(STORED DATA begins)

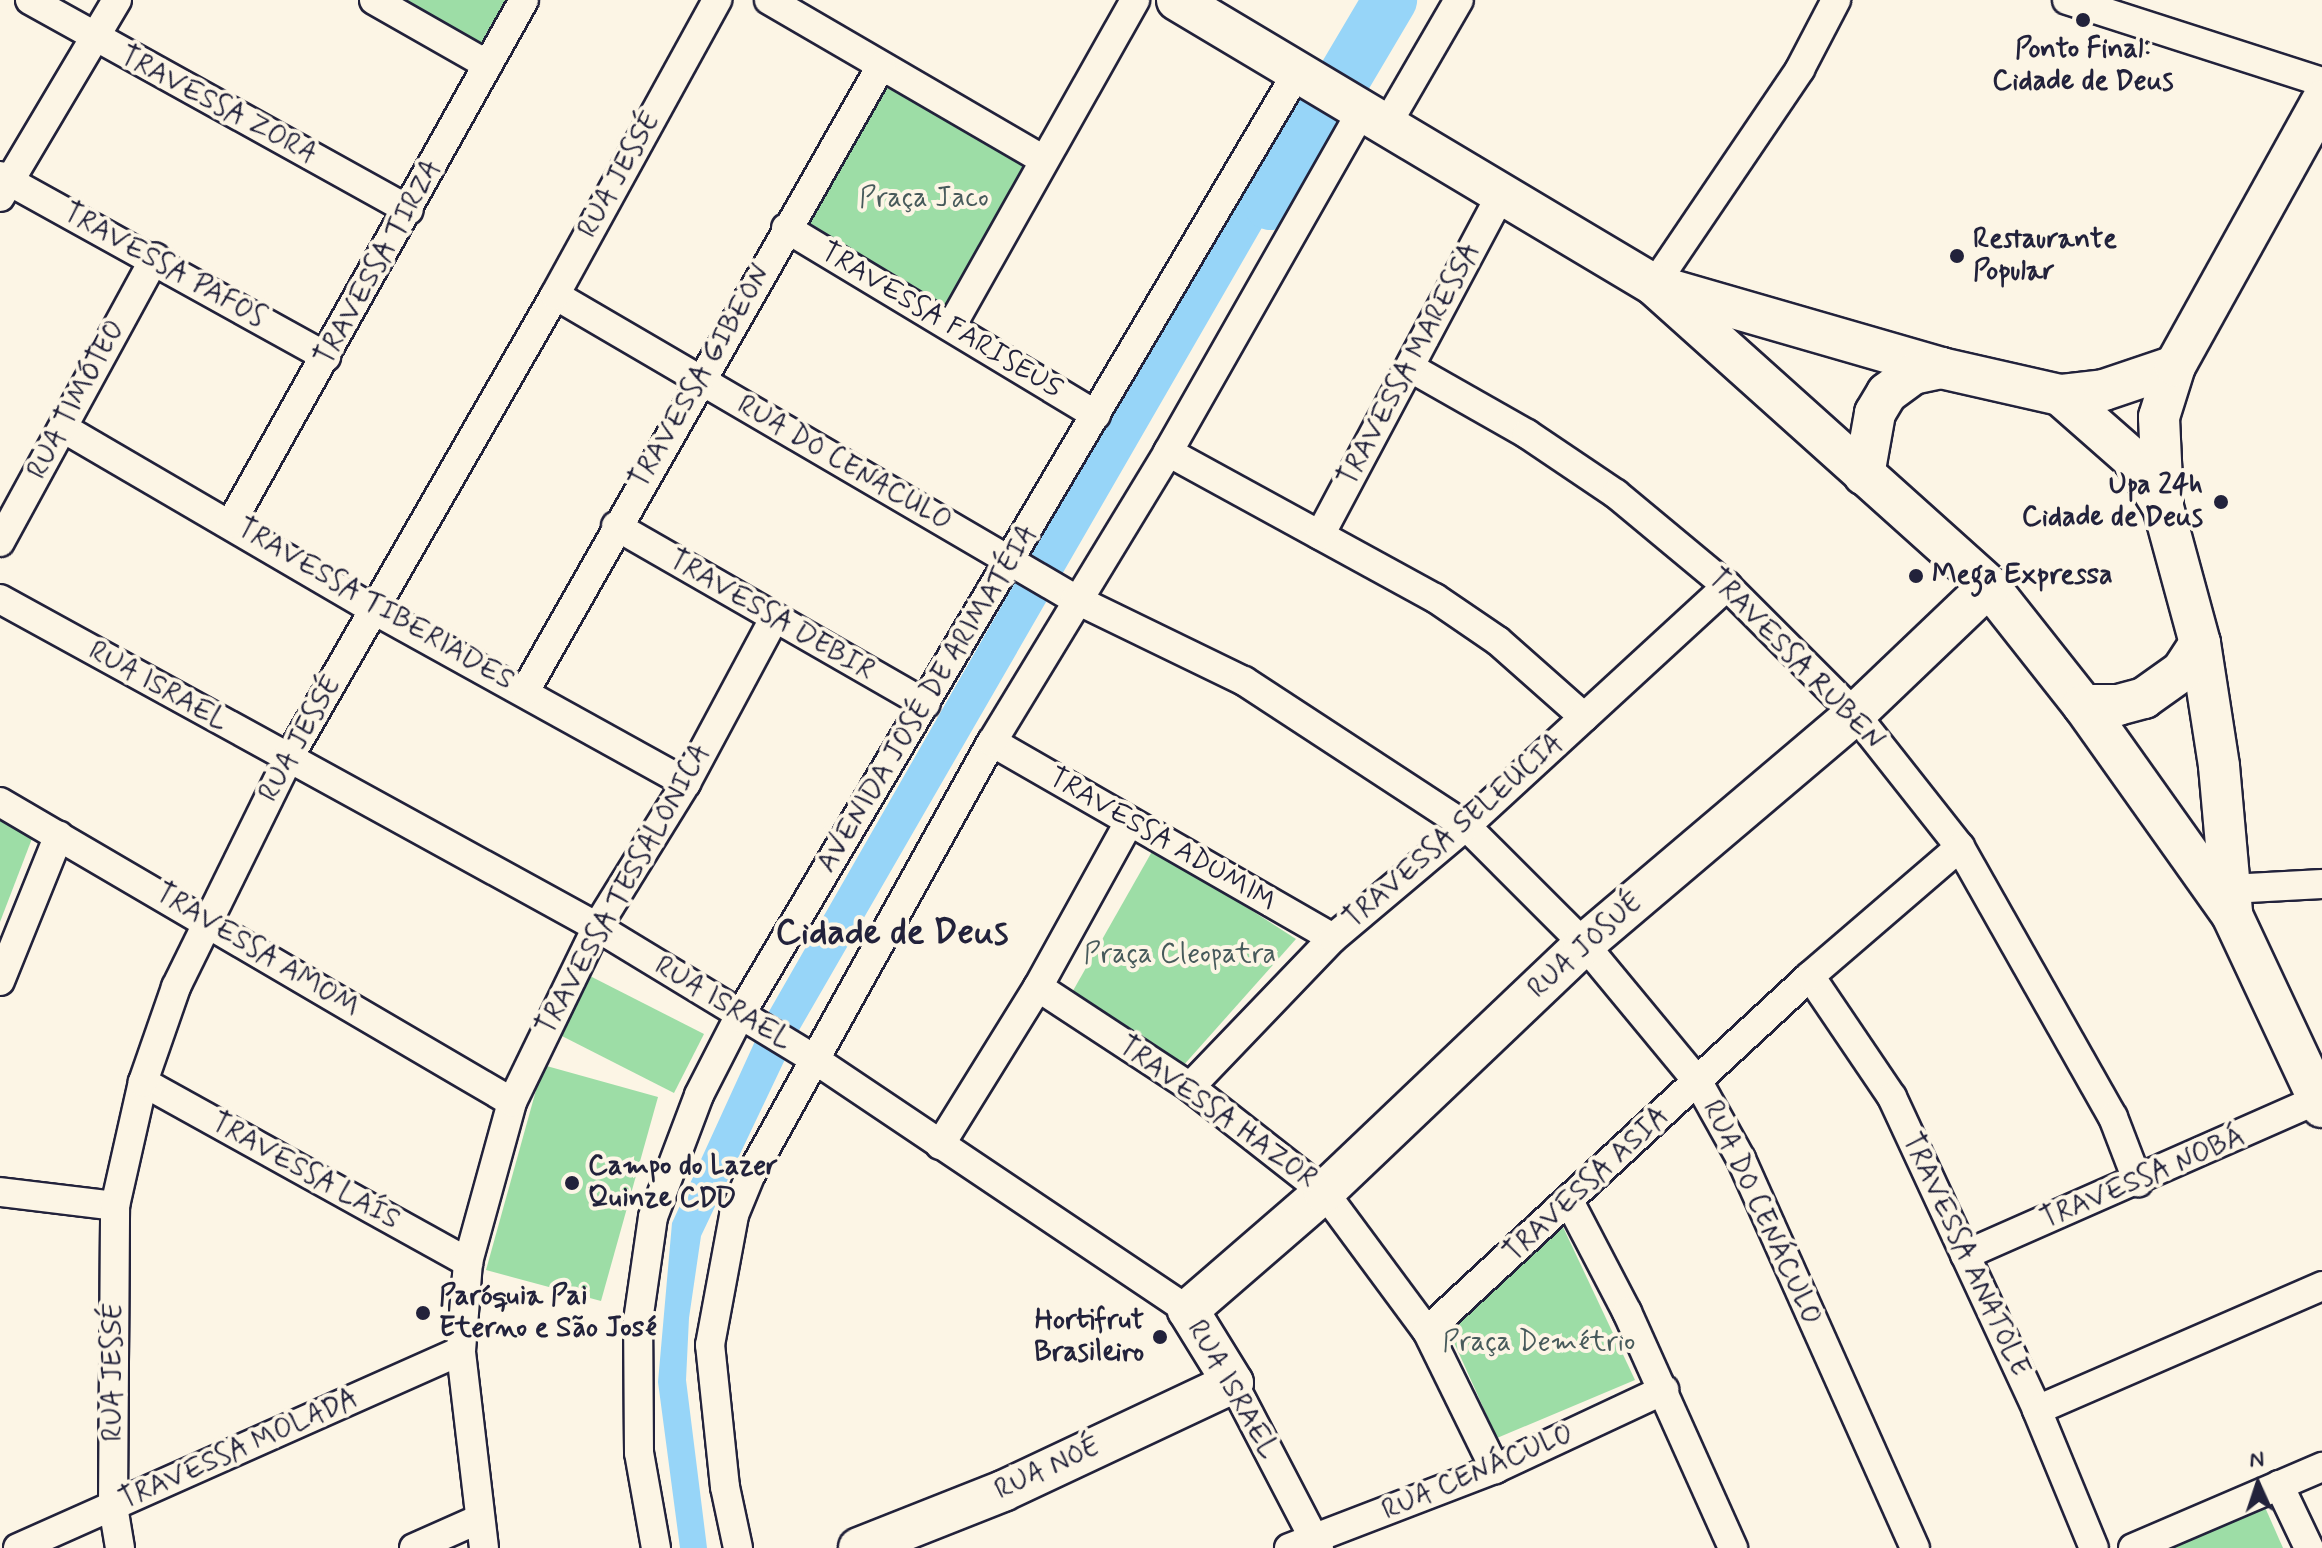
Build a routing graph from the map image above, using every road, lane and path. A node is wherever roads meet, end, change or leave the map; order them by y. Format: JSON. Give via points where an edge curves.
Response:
{"nodes":[{"id":1,"x":30,"y":0,"type":"edge"},
{"id":2,"x":117,"y":0,"type":"edge"},
{"id":3,"x":374,"y":0,"type":"edge"},
{"id":4,"x":524,"y":0,"type":"edge"},
{"id":5,"x":717,"y":0,"type":"edge"},
{"id":6,"x":769,"y":0,"type":"edge"},
{"id":7,"x":1135,"y":0,"type":"edge"},
{"id":8,"x":1177,"y":0,"type":"edge"},
{"id":9,"x":1459,"y":0,"type":"edge"},
{"id":10,"x":1836,"y":0,"type":"edge"},
{"id":11,"x":2067,"y":0,"type":"edge"},
{"id":12,"x":95,"y":40,"type":"junction"},
{"id":13,"x":488,"y":65,"type":"junction"},
{"id":14,"x":881,"y":66,"type":"junction"},
{"id":15,"x":1304,"y":75,"type":"junction"},
{"id":16,"x":2322,"y":82,"type":"edge"},
{"id":17,"x":2322,"y":101,"type":"edge"},
{"id":18,"x":1366,"y":112,"type":"junction"},
{"id":19,"x":1044,"y":160,"type":"junction"},
{"id":20,"x":3,"y":185,"type":"edge"},
{"id":21,"x":1501,"y":195,"type":"junction"},
{"id":22,"x":409,"y":210,"type":"junction"},
{"id":23,"x":786,"y":228,"type":"junction"},
{"id":24,"x":155,"y":258,"type":"junction"},
{"id":25,"x":1654,"y":285,"type":"junction"},
{"id":26,"x":555,"y":295,"type":"junction"},
{"id":27,"x":952,"y":325,"type":"junction"},
{"id":28,"x":326,"y":357,"type":"junction"},
{"id":29,"x":2175,"y":366,"type":"junction"},
{"id":30,"x":1411,"y":368,"type":"junction"},
{"id":31,"x":1941,"y":368,"type":"junction"},
{"id":32,"x":701,"y":381,"type":"junction"},
{"id":33,"x":2060,"y":395,"type":"junction"},
{"id":34,"x":1096,"y":415,"type":"junction"},
{"id":35,"x":63,"y":428,"type":"junction"},
{"id":36,"x":1168,"y":452,"type":"junction"},
{"id":37,"x":1864,"y":475,"type":"junction"},
{"id":38,"x":2163,"y":507,"type":"junction"},
{"id":39,"x":231,"y":523,"type":"junction"},
{"id":40,"x":616,"y":526,"type":"junction"},
{"id":41,"x":1320,"y":535,"type":"junction"},
{"id":42,"x":0,"y":542,"type":"edge"},
{"id":43,"x":1017,"y":562,"type":"junction"},
{"id":44,"x":1727,"y":586,"type":"junction"},
{"id":45,"x":1989,"y":586,"type":"junction"},
{"id":46,"x":1070,"y":596,"type":"junction"},
{"id":47,"x":0,"y":599,"type":"edge"},
{"id":48,"x":374,"y":610,"type":"junction"},
{"id":49,"x":774,"y":619,"type":"junction"},
{"id":50,"x":2200,"y":643,"type":"junction"},
{"id":51,"x":525,"y":691,"type":"junction"},
{"id":52,"x":926,"y":704,"type":"junction"},
{"id":53,"x":2083,"y":705,"type":"junction"},
{"id":54,"x":1855,"y":714,"type":"junction"},
{"id":55,"x":1584,"y":717,"type":"junction"},
{"id":56,"x":992,"y":742,"type":"junction"},
{"id":57,"x":288,"y":759,"type":"junction"},
{"id":58,"x":686,"y":783,"type":"junction"},
{"id":59,"x":0,"y":802,"type":"edge"},
{"id":60,"x":1129,"y":822,"type":"junction"},
{"id":61,"x":1466,"y":826,"type":"junction"},
{"id":62,"x":59,"y":835,"type":"junction"},
{"id":63,"x":1960,"y":847,"type":"junction"},
{"id":64,"x":2322,"y":884,"type":"edge"},
{"id":65,"x":2231,"y":902,"type":"junction"},
{"id":66,"x":206,"y":920,"type":"junction"},
{"id":67,"x":597,"y":927,"type":"junction"},
{"id":68,"x":1333,"y":938,"type":"junction"},
{"id":69,"x":1584,"y":944,"type":"junction"},
{"id":70,"x":1810,"y":976,"type":"junction"},
{"id":71,"x":0,"y":981,"type":"edge"},
{"id":72,"x":1038,"y":987,"type":"junction"},
{"id":73,"x":745,"y":1020,"type":"junction"},
{"id":74,"x":809,"y":1056,"type":"junction"},
{"id":75,"x":143,"y":1082,"type":"junction"},
{"id":76,"x":1698,"y":1082,"type":"junction"},
{"id":77,"x":2317,"y":1085,"type":"edge"},
{"id":78,"x":1190,"y":1087,"type":"junction"},
{"id":79,"x":512,"y":1102,"type":"junction"},
{"id":80,"x":940,"y":1145,"type":"junction"},
{"id":81,"x":2138,"y":1182,"type":"junction"},
{"id":82,"x":0,"y":1192,"type":"edge"},
{"id":83,"x":1324,"y":1192,"type":"junction"},
{"id":84,"x":1570,"y":1203,"type":"junction"},
{"id":85,"x":115,"y":1206,"type":"junction"},
{"id":86,"x":1965,"y":1255,"type":"junction"},
{"id":87,"x":468,"y":1262,"type":"junction"},
{"id":88,"x":2322,"y":1286,"type":"edge"},
{"id":89,"x":1188,"y":1310,"type":"junction"},
{"id":90,"x":1427,"y":1331,"type":"junction"},
{"id":91,"x":461,"y":1351,"type":"junction"},
{"id":92,"x":1233,"y":1383,"type":"junction"},
{"id":93,"x":1664,"y":1390,"type":"junction"},
{"id":94,"x":2037,"y":1410,"type":"junction"},
{"id":95,"x":2322,"y":1467,"type":"edge"},
{"id":96,"x":1495,"y":1469,"type":"junction"},
{"id":97,"x":2279,"y":1485,"type":"junction"},
{"id":98,"x":113,"y":1506,"type":"junction"},
{"id":99,"x":477,"y":1520,"type":"junction"},
{"id":100,"x":1307,"y":1545,"type":"edge"},
{"id":101,"x":1730,"y":1547,"type":"edge"},
{"id":102,"x":18,"y":1548,"type":"edge"},
{"id":103,"x":120,"y":1548,"type":"edge"},
{"id":104,"x":414,"y":1548,"type":"edge"},
{"id":105,"x":484,"y":1548,"type":"edge"},
{"id":106,"x":656,"y":1548,"type":"edge"},
{"id":107,"x":738,"y":1548,"type":"edge"},
{"id":108,"x":859,"y":1548,"type":"edge"},
{"id":109,"x":1915,"y":1548,"type":"edge"},
{"id":110,"x":2094,"y":1548,"type":"edge"},
{"id":111,"x":2133,"y":1548,"type":"edge"},
{"id":112,"x":2309,"y":1548,"type":"edge"}],
"edges":[{"from":1,"to":12,"type":"street","name":"TRAVESSA ZORA"},
{"from":2,"to":12,"type":"street"},
{"from":3,"to":13,"type":"street"},
{"from":4,"to":13,"type":"street","name":"TRAVESSA TIRZA"},
{"from":5,"to":26,"type":"street","name":"RUA JESSÉ"},
{"from":6,"to":14,"type":"street"},
{"from":7,"to":19,"type":"street"},
{"from":8,"to":15,"type":"main road"},
{"from":9,"to":18,"type":"street"},
{"from":10,"to":25,"type":"street","via":[[1800,69]]},
{"from":11,"to":16,"type":"street"},
{"from":12,"to":20,"type":"street"},
{"from":12,"to":22,"type":"street","name":"TRAVESSA ZORA"},
{"from":13,"to":22,"type":"street","name":"TRAVESSA TIRZA"},
{"from":14,"to":19,"type":"street"},
{"from":14,"to":23,"type":"street","name":"TRAVESSA GIBEON"},
{"from":15,"to":18,"type":"main road"},
{"from":15,"to":34,"type":"street","name":"AVENIDA JOSÉ DE ARIMATÉIA"},
{"from":17,"to":29,"type":"main road"},
{"from":18,"to":21,"type":"main road"},
{"from":18,"to":36,"type":"street"},
{"from":19,"to":27,"type":"street"},
{"from":20,"to":24,"type":"street","name":"TRAVESSA PAFOS"},
{"from":21,"to":25,"type":"main road"},
{"from":21,"to":30,"type":"street","name":"TRAVESSA MARESSA"},
{"from":22,"to":28,"type":"street","name":"TRAVESSA TIRZA"},
{"from":23,"to":27,"type":"street","name":"TRAVESSA FARISEUS"},
{"from":23,"to":32,"type":"street","name":"TRAVESSA GIBEON"},
{"from":24,"to":28,"type":"street","name":"TRAVESSA PAFOS"},
{"from":24,"to":35,"type":"street","name":"RUA TIMÓTEO"},
{"from":25,"to":31,"type":"main road"},
{"from":25,"to":37,"type":"main road"},
{"from":26,"to":32,"type":"street","name":"RUA DO CENACULO"},
{"from":26,"to":48,"type":"street","name":"RUA JESSÉ"},
{"from":27,"to":34,"type":"street","name":"TRAVESSA FARISEUS"},
{"from":28,"to":39,"type":"street","name":"TRAVESSA TIRZA"},
{"from":29,"to":33,"type":"main road","via":[[2104,390]]},
{"from":29,"to":38,"type":"main road","via":[[2159,417]]},
{"from":30,"to":41,"type":"street","name":"TRAVESSA MARESSA"},
{"from":30,"to":44,"type":"street","name":"TRAVESSA RUBEN","via":[[1527,434],[1616,494]]},
{"from":31,"to":33,"type":"main road"},
{"from":31,"to":37,"type":"main road","via":[[1913,374],[1887,393],[1875,413]]},
{"from":32,"to":40,"type":"street","name":"TRAVESSA GIBEON"},
{"from":32,"to":43,"type":"street","name":"RUA DO CENACULO"},
{"from":33,"to":38,"type":"main road","via":[[2134,460]]},
{"from":34,"to":43,"type":"street","name":"AVENIDA JOSÉ DE ARIMATÉIA"},
{"from":35,"to":39,"type":"street","name":"TRAVESSA TIBERIADES"},
{"from":35,"to":42,"type":"street","name":"RUA TIMÓTEO"},
{"from":36,"to":41,"type":"street"},
{"from":36,"to":46,"type":"street"},
{"from":37,"to":45,"type":"main road"},
{"from":38,"to":50,"type":"main road"},
{"from":39,"to":48,"type":"street","name":"TRAVESSA TIBERIADES"},
{"from":40,"to":49,"type":"street","name":"TRAVESSA DEBIR"},
{"from":40,"to":51,"type":"street","name":"TRAVESSA GIBEON"},
{"from":41,"to":55,"type":"street","via":[[1435,598],[1498,641]]},
{"from":43,"to":46,"type":"street","name":"RUA DO CENACULO"},
{"from":43,"to":52,"type":"street","name":"AVENIDA JOSÉ DE ARIMATÉIA"},
{"from":44,"to":54,"type":"street","name":"TRAVESSA RUBEN"},
{"from":44,"to":55,"type":"street","name":"TRAVESSA SELEUCIA"},
{"from":45,"to":53,"type":"main road"},
{"from":45,"to":54,"type":"main road","name":"RUA JOSUÉ"},
{"from":46,"to":56,"type":"street"},
{"from":46,"to":61,"type":"street","name":"RUA DO CENÁCULO","via":[[1244,681]]},
{"from":47,"to":57,"type":"street","name":"RUA ISRAEL"},
{"from":48,"to":51,"type":"street","name":"TRAVESSA TIBERIADES"},
{"from":48,"to":57,"type":"street","name":"RUA JESSÉ"},
{"from":49,"to":52,"type":"street","name":"TRAVESSA DEBIR"},
{"from":49,"to":58,"type":"street","name":"TRAVESSA TESSALONICA"},
{"from":50,"to":53,"type":"main road","via":[[2182,671],[2144,698]]},
{"from":50,"to":65,"type":"main road"},
{"from":51,"to":58,"type":"street","name":"TRAVESSA TIBERIADES"},
{"from":52,"to":73,"type":"street","name":"AVENIDA JOSÉ DE ARIMATÉIA"},
{"from":53,"to":65,"type":"main road"},
{"from":54,"to":63,"type":"street","name":"TRAVESSA RUBEN"},
{"from":54,"to":69,"type":"main road","name":"RUA JOSUÉ"},
{"from":55,"to":61,"type":"street","name":"TRAVESSA SELEUCIA"},
{"from":56,"to":60,"type":"street","name":"TRAVESSA ADUMIM"},
{"from":56,"to":74,"type":"street"},
{"from":57,"to":66,"type":"street","name":"RUA JESSÉ"},
{"from":57,"to":67,"type":"street","name":"RUA ISRAEL"},
{"from":58,"to":67,"type":"street","name":"TRAVESSA TESSALONICA"},
{"from":59,"to":62,"type":"street","name":"TRAVESSA AMOM"},
{"from":60,"to":68,"type":"street","name":"TRAVESSA ADUMIM"},
{"from":60,"to":72,"type":"street"},
{"from":61,"to":68,"type":"street","name":"TRAVESSA SELEUCIA"},
{"from":61,"to":69,"type":"street","name":"RUA DO CENÁCULO"},
{"from":62,"to":66,"type":"street","name":"TRAVESSA AMOM"},
{"from":62,"to":71,"type":"street"},
{"from":63,"to":70,"type":"street","name":"TRAVESSA ASIA"},
{"from":63,"to":81,"type":"street","name":"TRAVESSA RUBEN","via":[[2113,1117]]},
{"from":64,"to":65,"type":"street"},
{"from":65,"to":77,"type":"main road"},
{"from":66,"to":75,"type":"street","name":"RUA JESSÉ"},
{"from":66,"to":79,"type":"street","name":"TRAVESSA AMOM"},
{"from":67,"to":73,"type":"street","name":"RUA ISRAEL"},
{"from":67,"to":79,"type":"street","name":"TRAVESSA TESSALONICA"},
{"from":68,"to":78,"type":"street","name":"TRAVESSA SELEUCIA"},
{"from":69,"to":76,"type":"street","name":"RUA DO CENÁCULO"},
{"from":69,"to":83,"type":"main road","name":"RUA JOSUÉ"},
{"from":70,"to":76,"type":"street","name":"TRAVESSA ASIA"},
{"from":70,"to":86,"type":"street","name":"TRAVESSA ANATOLE","via":[[1892,1097]]},
{"from":72,"to":78,"type":"street","name":"TRAVESSA HAZOR"},
{"from":72,"to":80,"type":"street"},
{"from":73,"to":74,"type":"street","name":"RUA ISRAEL"},
{"from":73,"to":106,"type":"street","name":"AVENIDA JOSÉ DE ARIMATÉIA","via":[[699,1095],[653,1217],[638,1321],[639,1453]]},
{"from":74,"to":80,"type":"street","name":"RUA ISRAEL"},
{"from":74,"to":107,"type":"street","via":[[734,1215],[714,1307],[710,1345],[715,1399]]},
{"from":75,"to":85,"type":"street","name":"RUA JESSÉ"},
{"from":75,"to":87,"type":"street","name":"TRAVESSA LAÍS"},
{"from":76,"to":84,"type":"street","name":"TRAVESSA ASIA"},
{"from":76,"to":109,"type":"street","name":"RUA DO CENÁCULO","via":[[1741,1159]]},
{"from":77,"to":81,"type":"street","name":"TRAVESSA NOBÁ"},
{"from":78,"to":83,"type":"street","name":"TRAVESSA HAZOR"},
{"from":79,"to":87,"type":"street","name":"TRAVESSA TESSALONICA"},
{"from":80,"to":89,"type":"street","name":"RUA ISRAEL"},
{"from":81,"to":86,"type":"street","name":"TRAVESSA NOBÁ"},
{"from":82,"to":85,"type":"street"},
{"from":83,"to":89,"type":"main road","name":"RUA JOSUÉ"},
{"from":83,"to":90,"type":"street","name":"TRAVESSA HAZOR"},
{"from":84,"to":90,"type":"street","name":"TRAVESSA ASIA"},
{"from":84,"to":93,"type":"street"},
{"from":85,"to":98,"type":"street","name":"RUA JESSÉ"},
{"from":86,"to":94,"type":"street","name":"TRAVESSA ANATOLE"},
{"from":87,"to":91,"type":"street","name":"TRAVESSA TESSALONICA"},
{"from":88,"to":94,"type":"street"},
{"from":89,"to":92,"type":"main road","name":"RUA ISRAEL"},
{"from":90,"to":96,"type":"street","name":"TRAVESSA HAZOR"},
{"from":91,"to":98,"type":"street","name":"TRAVESSA MOLADA"},
{"from":91,"to":99,"type":"street","name":"TRAVESSA TESSALONICA"},
{"from":92,"to":100,"type":"street","name":"RUA ISRAEL"},
{"from":92,"to":108,"type":"main road","name":"RUA NOÉ","via":[[1003,1491]]},
{"from":93,"to":96,"type":"street","name":"RUA CENÁCULO"},
{"from":93,"to":101,"type":"street"},
{"from":94,"to":110,"type":"street","name":"TRAVESSA ANATOLE"},
{"from":95,"to":97,"type":"street"},
{"from":96,"to":100,"type":"street","name":"RUA CENÁCULO"},
{"from":97,"to":111,"type":"street"},
{"from":97,"to":112,"type":"street"},
{"from":98,"to":102,"type":"street","name":"TRAVESSA MOLADA"},
{"from":98,"to":103,"type":"street","name":"RUA JESSÉ"},
{"from":99,"to":104,"type":"street"},
{"from":99,"to":105,"type":"street","name":"TRAVESSA TESSALONICA"}]}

(STORED DATA ends)

- **REQUIRED ACTION**: Note how many lines in the material contain the string "SELEUCIA", and give that number alone.

- **EXERCISE RESPONSE**: 4